Most people are unaware that India is a country with a large Christian population. Christians in India suffer much persecution. They are fiercely resisted by Hindu and Muslim extremists. Christians are often falsely accused, harassed, attacked and even killed. In 2017 there has been a huge increase in reported incidents of persecution of Christians.In the first six months of 2017 there have been 410 incidents reported. Attacks on Christians are often brutal and leave those victims who survive with injuries. Perpetrators know that it is very unlikely that they will be brought to justice by the court system for this abuse. Christians are sometimes boycotted. Open Doors in august 2017 reports 34 incidents where Christians were forced to leave their homes, 14 of which they were forced out of their villages or cities entirely. The Government of India at present is run by the religious BJP party. It's prime minister in a television show denied any knowledge of the burning of churches or other types of persecution. The BJP party is considered by many to be the political wing of the RSS Rashtriya Swayamsevak Sangh (radical Hindu group), although they deny this and they are officially separate organizations.

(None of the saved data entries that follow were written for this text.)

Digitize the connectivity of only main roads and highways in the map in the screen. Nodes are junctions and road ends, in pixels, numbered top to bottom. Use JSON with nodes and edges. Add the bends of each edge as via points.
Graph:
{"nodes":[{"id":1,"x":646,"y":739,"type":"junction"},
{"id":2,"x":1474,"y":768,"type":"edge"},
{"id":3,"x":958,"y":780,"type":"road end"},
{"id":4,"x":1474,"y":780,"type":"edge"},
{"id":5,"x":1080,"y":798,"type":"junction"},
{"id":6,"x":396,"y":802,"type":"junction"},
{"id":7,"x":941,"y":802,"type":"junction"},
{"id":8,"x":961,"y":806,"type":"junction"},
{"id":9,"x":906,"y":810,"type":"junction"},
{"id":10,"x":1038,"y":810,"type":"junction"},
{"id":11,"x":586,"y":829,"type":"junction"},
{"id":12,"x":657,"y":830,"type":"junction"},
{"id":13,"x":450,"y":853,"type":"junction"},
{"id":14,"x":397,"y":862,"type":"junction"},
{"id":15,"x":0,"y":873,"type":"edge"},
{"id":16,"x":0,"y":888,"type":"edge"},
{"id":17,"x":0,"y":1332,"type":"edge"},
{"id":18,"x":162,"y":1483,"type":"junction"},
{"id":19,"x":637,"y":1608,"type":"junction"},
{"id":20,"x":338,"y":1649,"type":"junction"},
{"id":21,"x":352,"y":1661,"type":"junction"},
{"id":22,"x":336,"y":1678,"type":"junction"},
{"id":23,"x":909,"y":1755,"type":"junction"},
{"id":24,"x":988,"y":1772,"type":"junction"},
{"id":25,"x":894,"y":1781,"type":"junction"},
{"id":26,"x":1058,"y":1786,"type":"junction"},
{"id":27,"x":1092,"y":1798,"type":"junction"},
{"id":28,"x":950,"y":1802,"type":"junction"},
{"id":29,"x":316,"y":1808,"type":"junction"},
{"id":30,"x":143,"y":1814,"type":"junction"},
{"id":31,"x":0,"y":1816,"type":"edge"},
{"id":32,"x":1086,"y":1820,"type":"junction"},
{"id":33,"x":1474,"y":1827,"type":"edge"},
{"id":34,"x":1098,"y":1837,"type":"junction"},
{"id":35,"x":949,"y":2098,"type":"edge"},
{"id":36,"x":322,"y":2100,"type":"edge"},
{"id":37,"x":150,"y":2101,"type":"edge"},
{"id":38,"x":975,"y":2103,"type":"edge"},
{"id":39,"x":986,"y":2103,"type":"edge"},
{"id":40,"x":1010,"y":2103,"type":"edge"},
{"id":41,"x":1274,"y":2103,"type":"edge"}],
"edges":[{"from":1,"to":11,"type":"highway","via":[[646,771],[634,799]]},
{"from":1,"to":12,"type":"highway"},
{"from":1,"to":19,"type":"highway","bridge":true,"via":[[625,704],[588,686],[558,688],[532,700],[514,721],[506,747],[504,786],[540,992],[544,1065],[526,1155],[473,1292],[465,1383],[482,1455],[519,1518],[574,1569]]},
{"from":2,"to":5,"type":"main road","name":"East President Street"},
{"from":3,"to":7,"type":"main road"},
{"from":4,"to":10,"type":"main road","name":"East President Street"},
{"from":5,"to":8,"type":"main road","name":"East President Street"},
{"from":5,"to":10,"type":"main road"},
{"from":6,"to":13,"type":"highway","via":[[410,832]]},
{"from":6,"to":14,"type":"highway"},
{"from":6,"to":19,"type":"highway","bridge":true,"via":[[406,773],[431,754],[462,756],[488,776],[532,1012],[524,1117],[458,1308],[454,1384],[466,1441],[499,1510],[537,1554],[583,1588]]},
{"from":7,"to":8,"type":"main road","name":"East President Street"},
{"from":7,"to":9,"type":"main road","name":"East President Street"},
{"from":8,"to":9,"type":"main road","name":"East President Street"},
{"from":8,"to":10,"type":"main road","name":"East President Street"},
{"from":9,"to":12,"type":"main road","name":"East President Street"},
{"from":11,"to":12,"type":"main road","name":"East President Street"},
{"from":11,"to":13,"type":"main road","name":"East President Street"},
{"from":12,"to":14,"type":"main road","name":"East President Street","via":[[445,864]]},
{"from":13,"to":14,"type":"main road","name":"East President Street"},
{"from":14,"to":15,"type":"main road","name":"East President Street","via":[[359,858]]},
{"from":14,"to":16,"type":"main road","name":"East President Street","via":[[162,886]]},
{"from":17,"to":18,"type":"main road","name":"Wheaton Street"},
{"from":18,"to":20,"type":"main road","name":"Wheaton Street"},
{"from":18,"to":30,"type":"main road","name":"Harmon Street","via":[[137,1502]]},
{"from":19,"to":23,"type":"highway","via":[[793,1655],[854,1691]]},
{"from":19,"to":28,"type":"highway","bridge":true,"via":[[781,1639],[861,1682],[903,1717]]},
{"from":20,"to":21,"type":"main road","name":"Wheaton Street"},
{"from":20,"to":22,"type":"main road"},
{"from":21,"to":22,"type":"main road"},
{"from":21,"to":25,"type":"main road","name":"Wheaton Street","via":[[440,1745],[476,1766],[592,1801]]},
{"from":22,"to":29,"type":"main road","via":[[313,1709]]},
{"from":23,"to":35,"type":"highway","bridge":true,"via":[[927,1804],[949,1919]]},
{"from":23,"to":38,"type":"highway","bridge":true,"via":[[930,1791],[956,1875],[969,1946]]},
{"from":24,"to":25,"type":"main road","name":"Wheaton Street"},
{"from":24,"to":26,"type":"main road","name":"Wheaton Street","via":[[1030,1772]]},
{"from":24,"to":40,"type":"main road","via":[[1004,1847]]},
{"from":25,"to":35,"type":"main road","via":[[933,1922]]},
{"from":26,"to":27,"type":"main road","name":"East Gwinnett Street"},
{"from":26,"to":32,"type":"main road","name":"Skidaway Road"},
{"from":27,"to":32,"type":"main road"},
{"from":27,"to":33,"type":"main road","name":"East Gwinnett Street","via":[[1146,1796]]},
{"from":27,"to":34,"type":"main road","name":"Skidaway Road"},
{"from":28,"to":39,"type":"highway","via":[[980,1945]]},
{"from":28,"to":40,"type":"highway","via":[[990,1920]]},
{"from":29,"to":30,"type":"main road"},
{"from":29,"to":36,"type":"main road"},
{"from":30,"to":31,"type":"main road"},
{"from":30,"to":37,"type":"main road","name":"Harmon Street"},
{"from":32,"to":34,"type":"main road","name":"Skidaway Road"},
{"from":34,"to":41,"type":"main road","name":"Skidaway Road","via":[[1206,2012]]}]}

On August 15, 2010, police from Mandya district, Karnataka, arrested a pastor and another Christian worker, as well as ten other believers. A house meeting was in progress when a mob of thirty people entered the house and began attacking the Christians. After the attack the police arrested the twelve Christians just mentioned. More recently, a 17-year-old Christian woman, Nirupama Pradhan was raped and killed after school on May 12, 2011. The woman's father has named a suspect but, according to Asian News, police have not acted towards finding the killer. Police have also refused to supply a post-mortem report to the widow of a Christian preacher who was killed on January 10, 2011. Some Hindu radicals have confessed to the murder. On May 8, 2011, Pastor B. Vijaya Kumar and his family, as they were walking home from a prayer meeting, were intercepted by Hindu radicals and detained for three hours. Police attended the scene and responded by telling the pastor and his family to leave the area and that they would not accept responsibility for anything further happening to them. Another pastor, Shivraj Maravi, in Madhya, Pradesh, was prevented from renovating his home where he occasionally held church services. He was hindered by Hindu extremists whose accusations led to a police arrest in which he was charged with conducting forcible conversion under the state anti-conversion act. In the Indian state of Maharshtra, the construction of a church building was stopped and a social boycott was placed on the Christians in the area. The boycott disallowed Christian vehicles from transporting vegetables to market. This cut off the believer's means of livelihood. The Christians were also told to leave the village and that their children would not be allowed to attend the local school.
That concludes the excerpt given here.